Ah Ok I get it - duh.

SleepPrettyDarling · 14/11/2023 10:21

This is one of the best updates by an OP I’ve ever seen

Red0 · 14/11/2023 20:08

I love how hard they must’ve died inside when they saw a message from you 🙈

coodawoodashooda · 15/11/2023 07:17

Good for you op!

Burningdownthehouse · 15/11/2023 13:43

Jifmicroliquid · 11/11/2023 09:19

I’d reply “I know, she’s awful isn’t she?” and wait to see what happens!

Do this!!!!

LylaLee · 15/11/2023 14:03

Burningdownthehouse · 15/11/2023 13:43

Do this!!!!

She did

verdantverdure · 15/11/2023 14:49
Grin
SwimmingProblems · 15/11/2023 16:27

Thanks for all the measages, especially ones that articulate better why I don't want to be drawn into a car pool, I feel a bit more normal now. Most other parents seem to think I'm weird for not wanting to share and stay at home.

Anyway no real update.
After I posted my messages one of the mums that hadn't commented on me being mean just posted to say that I must stay and that it wasn't a group just for regular carpool but for emergency lifts and everything else. Lots of hearts to this message (but not from the one that deleted the original post)

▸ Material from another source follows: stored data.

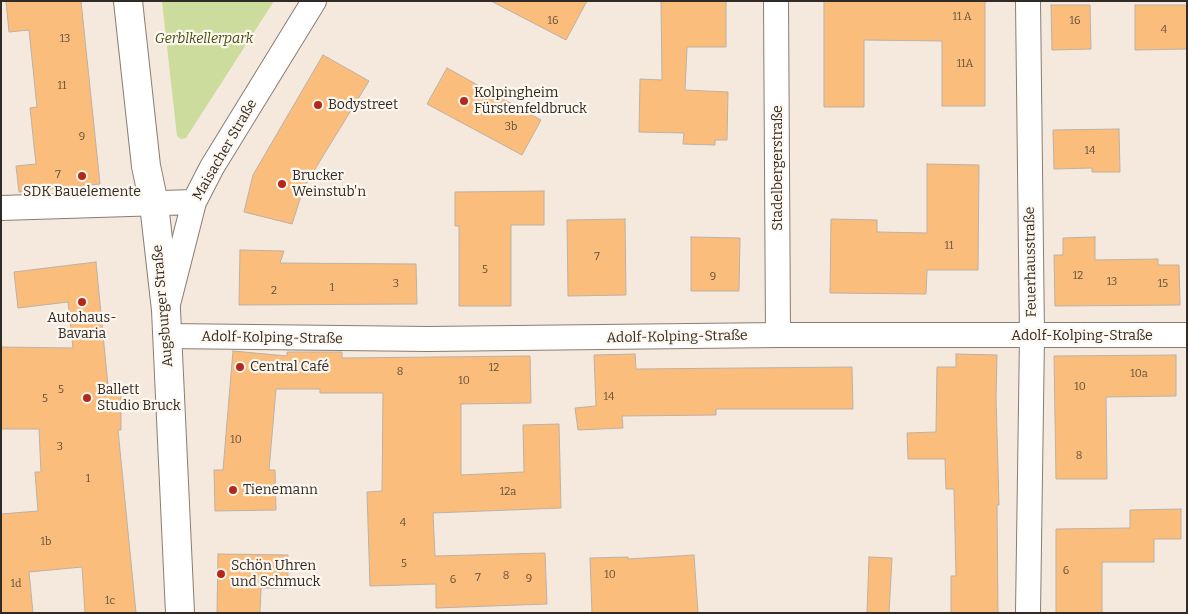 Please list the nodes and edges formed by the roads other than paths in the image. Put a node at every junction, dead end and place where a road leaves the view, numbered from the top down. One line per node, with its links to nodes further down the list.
1 (128, 1): 6 (street, Augsburger Straße)
2 (314, 1): 5 (street, Maisacher Straße)
3 (776, 1): 9 (street, Stadelbergerstraße)
4 (1028, 1): 11 (street, Feuerhausstraße)
5 (194, 202): 6 (street); 8 (street, Maisacher Straße)
6 (154, 204): 7 (street); 8 (street, Augsburger Straße)
7 (1, 208)
8 (167, 323): 9 (street, Adolf-Kolping-Straße); 12 (street, Augsburger Straße)
9 (778, 335): 11 (street, Adolf-Kolping-Straße)
10 (1187, 335): 11 (street, Adolf-Kolping-Straße)
11 (1032, 336): 13 (street, Feuerhausstraße)
12 (180, 613)
13 (1028, 613) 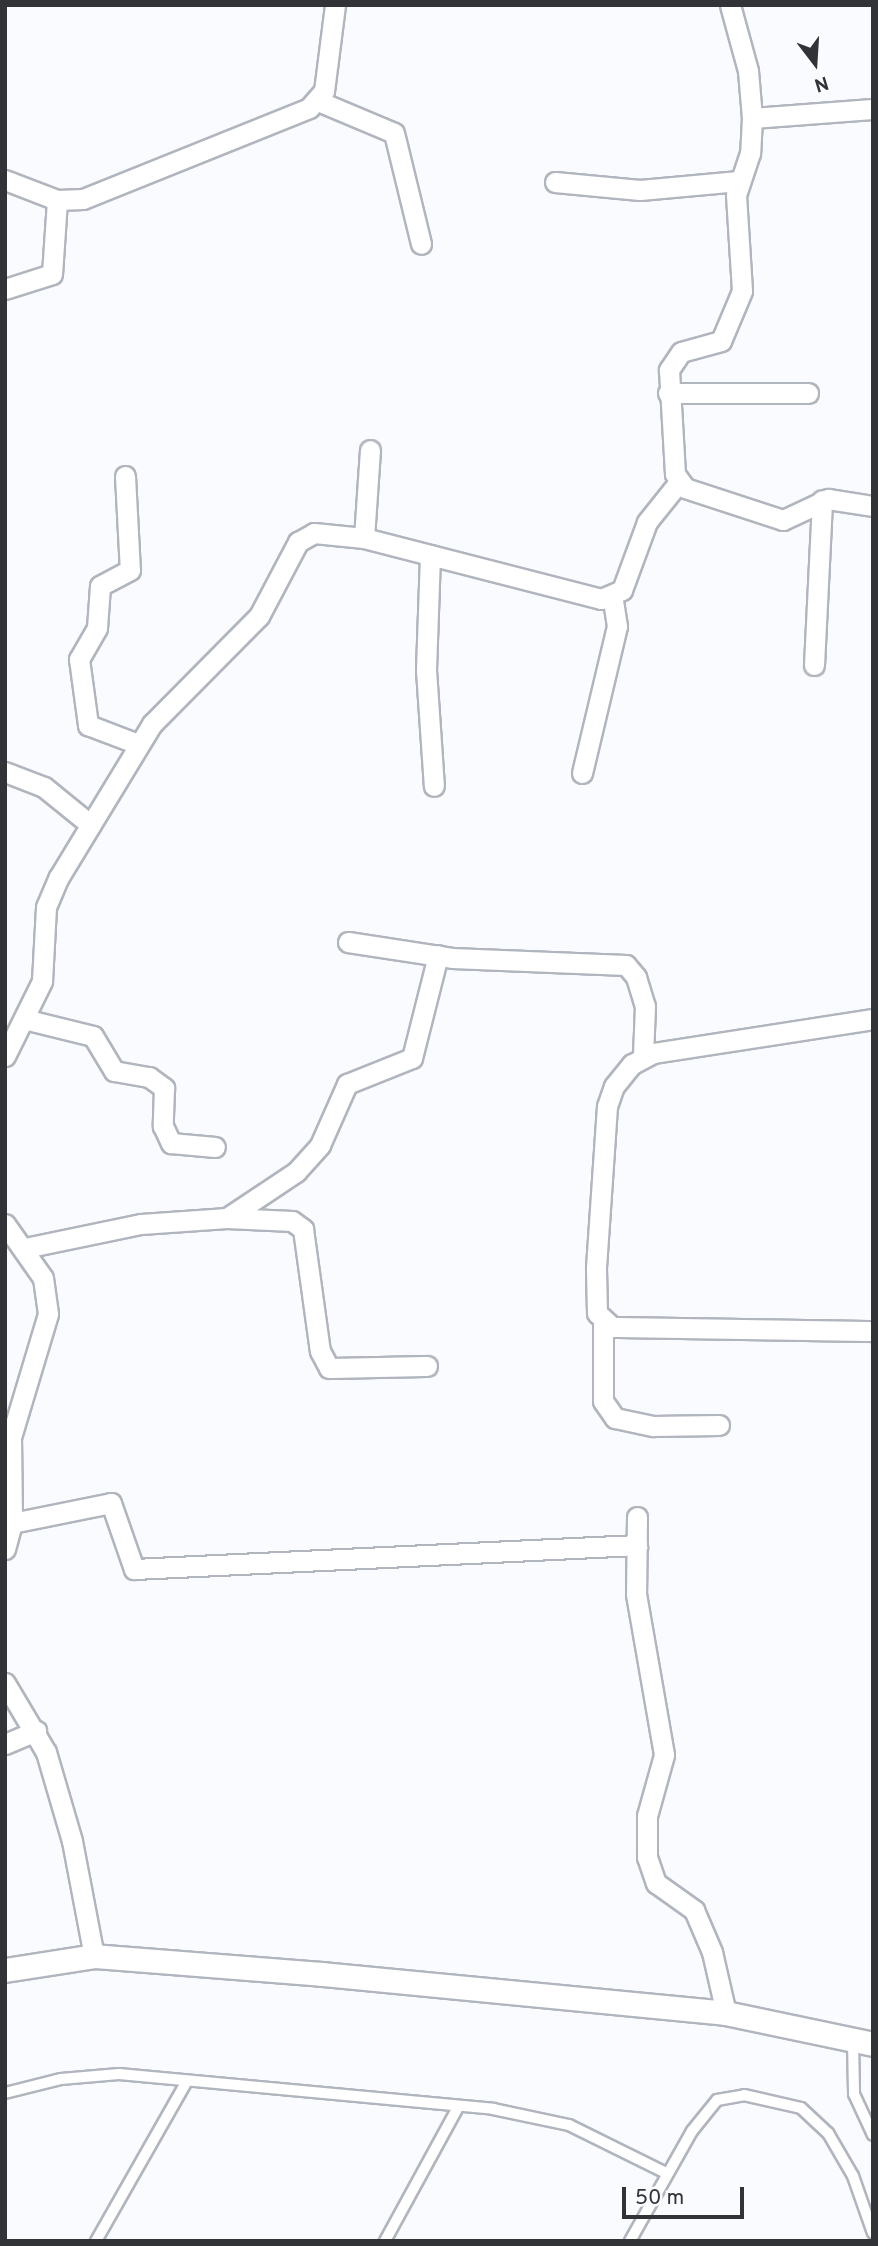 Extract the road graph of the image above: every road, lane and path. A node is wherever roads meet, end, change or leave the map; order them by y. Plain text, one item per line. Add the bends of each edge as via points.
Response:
1 (335, 5) edge
2 (730, 5) edge
3 (318, 101) junction
4 (873, 109) edge
5 (752, 118) junction
6 (5, 180) edge
7 (739, 181) junction
8 (555, 182) dead end
9 (57, 200) junction
10 (421, 244) dead end
11 (5, 289) edge
12 (668, 393) junction
13 (807, 393) dead end
14 (370, 450) dead end
15 (125, 476) dead end
16 (679, 482) junction
17 (822, 500) junction
18 (873, 506) edge
19 (364, 538) junction
20 (430, 555) junction
21 (612, 596) junction
22 (814, 665) dead end
23 (138, 744) junction
24 (5, 772) edge
25 (582, 773) dead end
26 (434, 786) dead end
27 (91, 825) junction
28 (348, 942) dead end
29 (438, 955) junction
30 (24, 1019) junction
31 (873, 1019) edge
32 (7, 1049) edge
33 (643, 1056) junction
34 (215, 1147) dead end
35 (227, 1218) junction
36 (5, 1224) edge
37 (25, 1248) junction
38 (603, 1325) junction
39 (873, 1331) edge
40 (427, 1366) dead end
41 (719, 1425) dead end
42 (637, 1517) dead end
43 (12, 1523) junction
44 (636, 1545) junction
45 (5, 1549) edge
46 (5, 1683) edge
47 (36, 1731) junction
48 (5, 1744) edge
49 (94, 1956) junction
50 (5, 1970) edge
51 (726, 2013) junction
52 (863, 2042) edge
53 (187, 2081) junction
54 (5, 2093) edge
55 (458, 2107) junction
56 (873, 2135) edge
57 (668, 2174) junction
58 (873, 2233) edge
59 (96, 2241) edge
60 (385, 2241) edge
61 (630, 2241) edge

1 - 3 street
2 - 5 street via 748,71
3 - 9 street via 146,177 83,199
3 - 10 street via 394,133
4 - 5 street
5 - 7 street via 750,153
6 - 9 street
7 - 8 street via 639,190
7 - 12 street via 743,274 731,325 721,341 673,359
9 - 11 street via 52,274
12 - 13 street
12 - 16 street
14 - 19 street
15 - 23 street via 130,570 100,586 97,628 79,659 88,725
16 - 17 street via 783,520 796,519
16 - 21 street via 647,522 627,582
17 - 18 street
17 - 22 street
19 - 20 street
19 - 23 street via 314,533 298,542 259,616 172,700
20 - 21 street via 588,599
20 - 26 street via 426,670
21 - 25 street via 617,626
23 - 27 street
24 - 27 street via 44,787
27 - 30 street via 50,892 42,981
28 - 29 street
29 - 33 street via 626,965 636,977 645,1006
29 - 35 street via 412,1058 347,1084 310,1160
30 - 32 street
30 - 34 street via 93,1036 114,1071 149,1077 164,1088 163,1126 171,1143
31 - 33 street
33 - 38 street via 623,1072 607,1106 596,1269 597,1313
35 - 37 street via 141,1224
35 - 40 street via 292,1221 303,1229 320,1351 329,1368
36 - 37 street
37 - 43 street via 43,1278 48,1314 11,1437
38 - 39 street
38 - 41 street via 603,1401 615,1418 653,1426
42 - 44 street
43 - 44 street via 111,1503 134,1569
43 - 45 street
44 - 51 street via 638,1611 664,1755 647,1816 647,1857 656,1883 694,1910 712,1952
46 - 47 street
47 - 48 street
47 - 49 street via 72,1841
49 - 50 street
49 - 51 street
51 - 52 street
52 - 56 lane via 855,2094
53 - 54 lane via 119,2074 61,2079
53 - 55 lane
53 - 59 lane
55 - 57 lane via 569,2125
55 - 60 lane
57 - 58 lane via 717,2100 744,2095 801,2108 828,2133 853,2176
57 - 61 lane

Chat has all moved on and back to normal, so I'm glad you all gave me the words to say something.

OP posts:
DeireadhFomhair · 15/11/2023 18:05

Thanks for the update OP, nice to hear you have some support in the group. The original poster has really shown her true colours.

billy1966 · 15/11/2023 18:27

OP, I guarantee if she wasn't bitching about you, it would be someone else.

Her type are always bitching about someone.

She has embarrassed herself hugely, she knows it, as do the others.

I would give her a wide berth and carrybon as suits you.